今日も実家に尚昌が訪れて母と仲良く話していたのかもしれないなと想像し、なんだか微笑ましいようなむず痒いような気持ちを持て余していると、ふいにインターホンが鳴った。
「はい」
こんな時間に誰だろうと怪訝に思いながらも、カップ麺を置いてドアスコープから外を眺めた。そこに立っていた人物を見て、頭の中が白くなる。
「なんで」
急いで開けてその人物に問いかけると、寝起きなのか寝ぐせのついた髪をそのままに、にんまりと笑って言った。
「久しぶりだな。元気にしてたか。

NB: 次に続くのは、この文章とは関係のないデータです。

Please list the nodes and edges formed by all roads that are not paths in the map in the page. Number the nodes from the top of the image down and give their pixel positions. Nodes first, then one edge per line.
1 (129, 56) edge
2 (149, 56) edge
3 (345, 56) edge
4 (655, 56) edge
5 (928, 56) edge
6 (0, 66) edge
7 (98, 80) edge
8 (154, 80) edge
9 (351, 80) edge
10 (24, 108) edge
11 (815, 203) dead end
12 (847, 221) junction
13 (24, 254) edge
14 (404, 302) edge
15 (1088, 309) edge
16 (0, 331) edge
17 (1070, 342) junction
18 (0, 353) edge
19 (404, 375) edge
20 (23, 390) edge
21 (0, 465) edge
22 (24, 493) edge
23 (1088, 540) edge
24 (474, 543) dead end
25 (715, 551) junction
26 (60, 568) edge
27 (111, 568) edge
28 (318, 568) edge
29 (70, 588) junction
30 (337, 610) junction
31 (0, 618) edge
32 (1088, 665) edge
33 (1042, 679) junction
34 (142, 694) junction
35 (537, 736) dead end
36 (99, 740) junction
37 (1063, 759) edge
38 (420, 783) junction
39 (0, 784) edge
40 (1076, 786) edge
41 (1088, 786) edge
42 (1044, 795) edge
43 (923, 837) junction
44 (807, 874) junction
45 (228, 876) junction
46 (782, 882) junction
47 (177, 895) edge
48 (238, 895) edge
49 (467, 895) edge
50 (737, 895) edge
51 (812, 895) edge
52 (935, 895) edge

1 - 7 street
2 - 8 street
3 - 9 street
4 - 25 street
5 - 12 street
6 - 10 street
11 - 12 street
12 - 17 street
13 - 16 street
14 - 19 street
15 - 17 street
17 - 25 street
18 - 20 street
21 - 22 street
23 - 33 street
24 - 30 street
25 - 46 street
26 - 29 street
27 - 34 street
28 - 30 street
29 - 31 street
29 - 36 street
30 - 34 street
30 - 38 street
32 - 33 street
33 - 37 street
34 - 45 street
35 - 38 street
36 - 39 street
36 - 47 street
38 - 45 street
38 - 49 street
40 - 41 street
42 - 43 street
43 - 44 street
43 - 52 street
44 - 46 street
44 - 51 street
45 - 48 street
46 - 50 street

それから、ちょっと泊めてくれないか。おじさん、お前がいないと寂しくてな」
「え、え?泊めてって、なんで」
「いいからいいから」
何がいいのか分からないが、尚昌は清和の脇をすり抜けて、勝手に部屋の中に上がってきた。
「ちょっと、おじさ……」
言いかけると、尚昌が急に振り返って不機嫌そうに言う。
「なんだよ、名前で呼ばないのか」
「え、だって、それは」
困惑と動揺と、様々な感情がない交ぜになって言葉に詰まると、尚昌はからっとした声で言った。

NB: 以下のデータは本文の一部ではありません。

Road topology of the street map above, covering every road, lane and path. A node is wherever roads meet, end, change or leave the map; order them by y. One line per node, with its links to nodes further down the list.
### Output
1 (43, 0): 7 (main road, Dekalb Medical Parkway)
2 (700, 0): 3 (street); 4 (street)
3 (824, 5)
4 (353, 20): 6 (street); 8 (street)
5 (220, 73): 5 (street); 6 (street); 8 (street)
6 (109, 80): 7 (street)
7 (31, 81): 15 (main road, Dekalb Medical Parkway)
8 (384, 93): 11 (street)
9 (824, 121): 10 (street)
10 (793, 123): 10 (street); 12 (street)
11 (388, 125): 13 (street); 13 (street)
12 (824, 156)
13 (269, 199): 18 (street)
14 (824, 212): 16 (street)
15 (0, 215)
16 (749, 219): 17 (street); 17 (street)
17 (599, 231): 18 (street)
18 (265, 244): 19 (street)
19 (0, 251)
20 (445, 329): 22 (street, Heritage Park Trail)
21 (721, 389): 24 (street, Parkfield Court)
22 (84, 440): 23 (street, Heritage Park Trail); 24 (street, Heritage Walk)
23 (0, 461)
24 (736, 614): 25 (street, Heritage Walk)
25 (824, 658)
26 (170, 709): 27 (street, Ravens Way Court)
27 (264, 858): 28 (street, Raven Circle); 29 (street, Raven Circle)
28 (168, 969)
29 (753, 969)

「俺の頬、赤くなってないか?貴美子さんに殴られたんだ」
「は?」
「だから、実家に帰らなくなったお前を心配していた貴美子さんに、お前に手を出したこと、それからお前がほしいこと等々話したら殴られた」
「はあ?」
あまりにあっけらかんとあり得ないことを言われて、開いた口が塞がらない。
「だから、お前がほしいって……嫌か?」
そう問いかけてくる尚昌は珍しく不安そうな顔をしている。
「だ、だって、尚昌さんは母さんを……」
目をまともに見ていると呆気なく心まで囚われてしまうので、逸らしながらもごもごと言った。

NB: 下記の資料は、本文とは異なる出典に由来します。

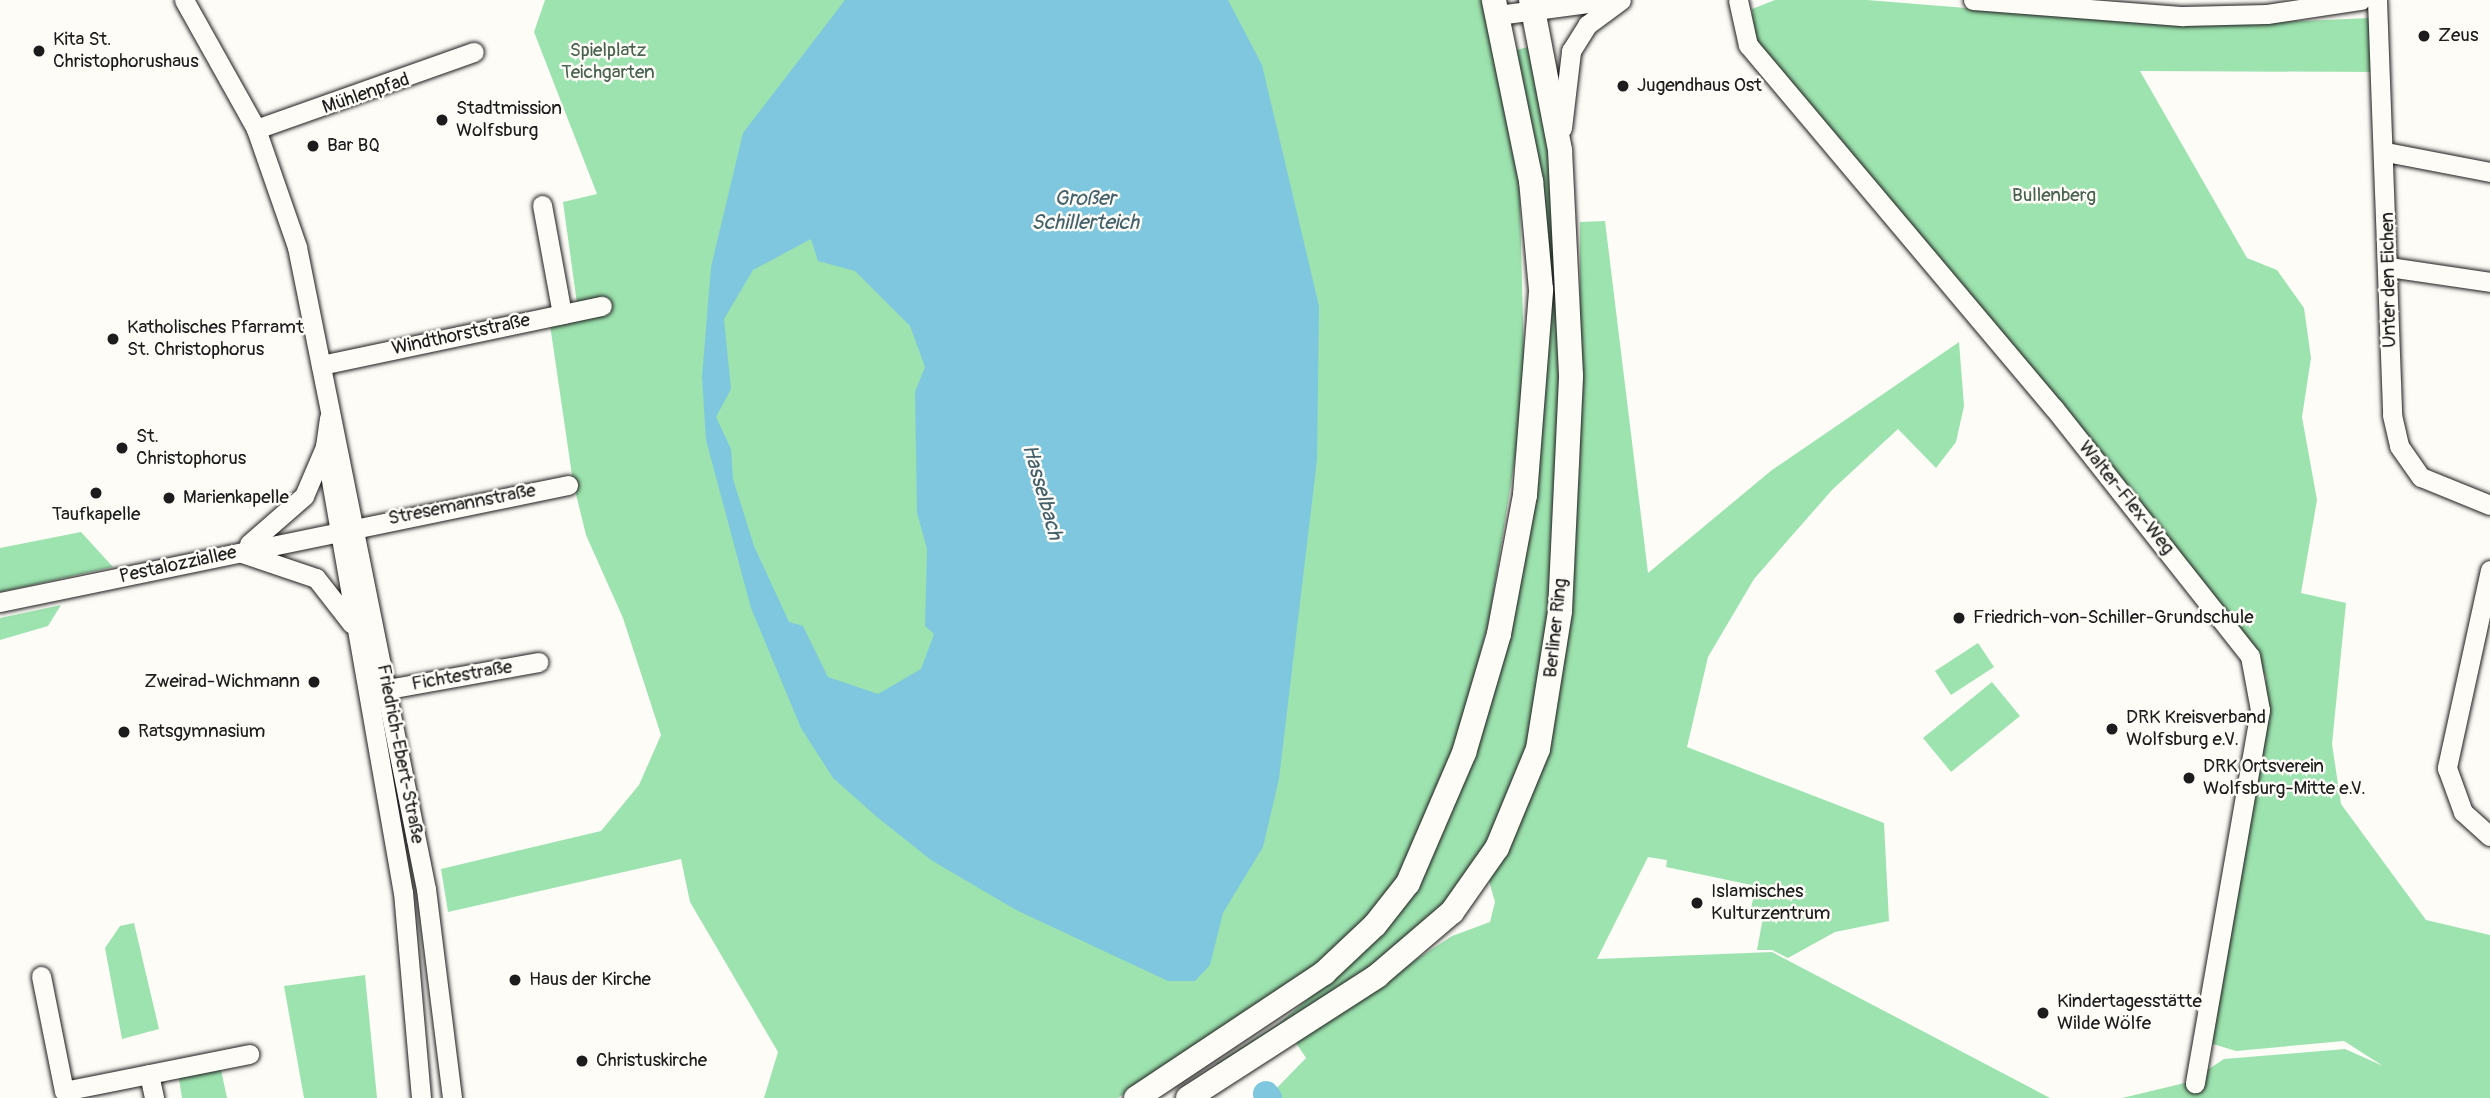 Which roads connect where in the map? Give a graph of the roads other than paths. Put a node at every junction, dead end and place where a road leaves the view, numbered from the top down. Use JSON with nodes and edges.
{"nodes":[{"id":1,"x":184,"y":0,"type":"edge"},
{"id":2,"x":1610,"y":0,"type":"edge"},
{"id":3,"x":1621,"y":0,"type":"edge"},
{"id":4,"x":1738,"y":0,"type":"edge"},
{"id":5,"x":1973,"y":0,"type":"edge"},
{"id":6,"x":2361,"y":0,"type":"edge"},
{"id":7,"x":2378,"y":0,"type":"edge"},
{"id":8,"x":1530,"y":4,"type":"edge"},
{"id":9,"x":1496,"y":7,"type":"edge"},
{"id":10,"x":474,"y":52,"type":"dead end"},
{"id":11,"x":256,"y":130,"type":"junction"},
{"id":12,"x":1560,"y":150,"type":"junction"},
{"id":13,"x":2386,"y":152,"type":"junction"},
{"id":14,"x":2490,"y":172,"type":"edge"},
{"id":15,"x":542,"y":205,"type":"dead end"},
{"id":16,"x":2389,"y":267,"type":"junction"},
{"id":17,"x":2490,"y":282,"type":"edge"},
{"id":18,"x":603,"y":306,"type":"dead end"},
{"id":19,"x":562,"y":314,"type":"junction"},
{"id":20,"x":321,"y":365,"type":"junction"},
{"id":21,"x":329,"y":413,"type":"junction"},
{"id":22,"x":325,"y":446,"type":"junction"},
{"id":23,"x":568,"y":485,"type":"dead end"},
{"id":24,"x":2490,"y":505,"type":"edge"},
{"id":25,"x":348,"y":526,"type":"junction"},
{"id":26,"x":238,"y":552,"type":"junction"},
{"id":27,"x":2490,"y":570,"type":"edge"},
{"id":28,"x":0,"y":602,"type":"edge"},
{"id":29,"x":356,"y":632,"type":"junction"},
{"id":30,"x":538,"y":662,"type":"dead end"},
{"id":31,"x":377,"y":691,"type":"junction"},
{"id":32,"x":2490,"y":836,"type":"edge"},
{"id":33,"x":41,"y":976,"type":"dead end"},
{"id":34,"x":249,"y":1054,"type":"dead end"},
{"id":35,"x":149,"y":1074,"type":"junction"},
{"id":36,"x":2195,"y":1083,"type":"dead end"},
{"id":37,"x":154,"y":1098,"type":"edge"},
{"id":38,"x":421,"y":1098,"type":"edge"},
{"id":39,"x":453,"y":1098,"type":"edge"},
{"id":40,"x":1136,"y":1098,"type":"edge"},
{"id":41,"x":1188,"y":1098,"type":"edge"}],
"edges":[{"from":1,"to":11,"type":"street","name":"Friedrich-Ebert-Straße"},
{"from":2,"to":8,"type":"street"},
{"from":3,"to":12,"type":"street"},
{"from":4,"to":36,"type":"street","name":"Walter-Flex-Weg"},
{"from":5,"to":6,"type":"street"},
{"from":7,"to":13,"type":"street","name":"Unter den Eichen"},
{"from":8,"to":9,"type":"street"},
{"from":8,"to":12,"type":"main road","name":"Berliner Ring"},
{"from":9,"to":40,"type":"main road"},
{"from":10,"to":11,"type":"street","name":"Mühlenpfad"},
{"from":11,"to":20,"type":"street","name":"Friedrich-Ebert-Straße"},
{"from":12,"to":41,"type":"main road","name":"Berliner Ring"},
{"from":13,"to":14,"type":"street"},
{"from":13,"to":16,"type":"street","name":"Unter den Eichen"},
{"from":15,"to":19,"type":"street"},
{"from":16,"to":17,"type":"street"},
{"from":16,"to":24,"type":"street","name":"Unter den Eichen"},
{"from":18,"to":19,"type":"street","name":"Windthorststraße"},
{"from":19,"to":20,"type":"street","name":"Windthorststraße"},
{"from":20,"to":21,"type":"street","name":"Friedrich-Ebert-Straße"},
{"from":21,"to":22,"type":"street","name":"Friedrich-Ebert-Straße"},
{"from":21,"to":25,"type":"street","name":"Friedrich-Ebert-Straße"},
{"from":22,"to":25,"type":"street","name":"Friedrich-Ebert-Straße"},
{"from":22,"to":26,"type":"street"},
{"from":23,"to":25,"type":"street","name":"Stresemannstraße"},
{"from":25,"to":26,"type":"street","name":"Pestalozziallee"},
{"from":25,"to":29,"type":"street","name":"Friedrich-Ebert-Straße"},
{"from":25,"to":31,"type":"street","name":"Friedrich-Ebert-Straße"},
{"from":26,"to":28,"type":"street","name":"Pestalozziallee"},
{"from":26,"to":29,"type":"street"},
{"from":27,"to":32,"type":"street"},
{"from":29,"to":31,"type":"street","name":"Friedrich-Ebert-Straße"},
{"from":30,"to":31,"type":"street","name":"Fichtestraße"},
{"from":31,"to":38,"type":"street","name":"Friedrich-Ebert-Straße"},
{"from":31,"to":39,"type":"street","name":"Friedrich-Ebert-Straße"},
{"from":33,"to":35,"type":"street"},
{"from":34,"to":35,"type":"street"},
{"from":35,"to":37,"type":"street"}]}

「ああ、そのことか。てっきり身内だからとか嫌だとか言われるかと思ったが、それは気にしてないんだな」
「まあ……」
曖昧に頷くと、尚昌は一瞬嬉しそうな顔をした後、あっさりと言った。
「確かに俺はお前の母親、貴美子さんのことが好きだった。だが、それも昔のことだ。今はもう」
「違うでしょ。今もまだ好きなんだ。だから、俺は母さんの身代わりで」
「そう思っていたのか。……そう思われても仕方ないか。あのな、清和、俺は確かに最近まで貴美子さんが気になっていた。だが、それは単に昔からの気持ちが忘れられなくて感傷に浸っていただけで、今さら手を出そうとかは思っていない。純粋に幸せそうな貴美子さんを見るのが嬉しいから、今は友達感覚で家に行っていただけだ」
「嘘だ、だって……じゃあなんで俺に手を出したんだ」
「お前のことは、最初は貴美子さんと似ていたせいもあるにはあるし、からかっていたつもりだった。だけど、何回もキスしたりちょっかいかけるうちに、いつまでも初心な反応するのがかわいいと思うようになったんだ。重ねていたのは最初の一回切りで、それ以降はちゃんとお前を、清和を見ていた」
「尚昌さ……」
「すぐに信じてくれなくてもいい。だけど、いつかは俺のことを本気で考えてくれないか。もちろん、叔父と甥っ子という関係は……」
尚昌らしくなく真面目くさった顔で一般論を述べようとしてきたので、つい吹き出してしまいそうになった。
「あ、こら。今笑いそうになったろ。俺は真剣に」
「ごめんなさい。でも、尚昌さんらしくないのと、嬉しくてつい」
素直にそう言うと、少し驚いた顔をしている尚昌に飛びつくように抱き着いた。
「くそ、お前それ反則。かわいくてたちそ……」
そんな台詞を零す尚昌に向かって、いいよと返すと、息を飲む気配がした。そして、何も敷いていない固い床に押し倒されながら、禁断の甘い蜜の喜びを味わった。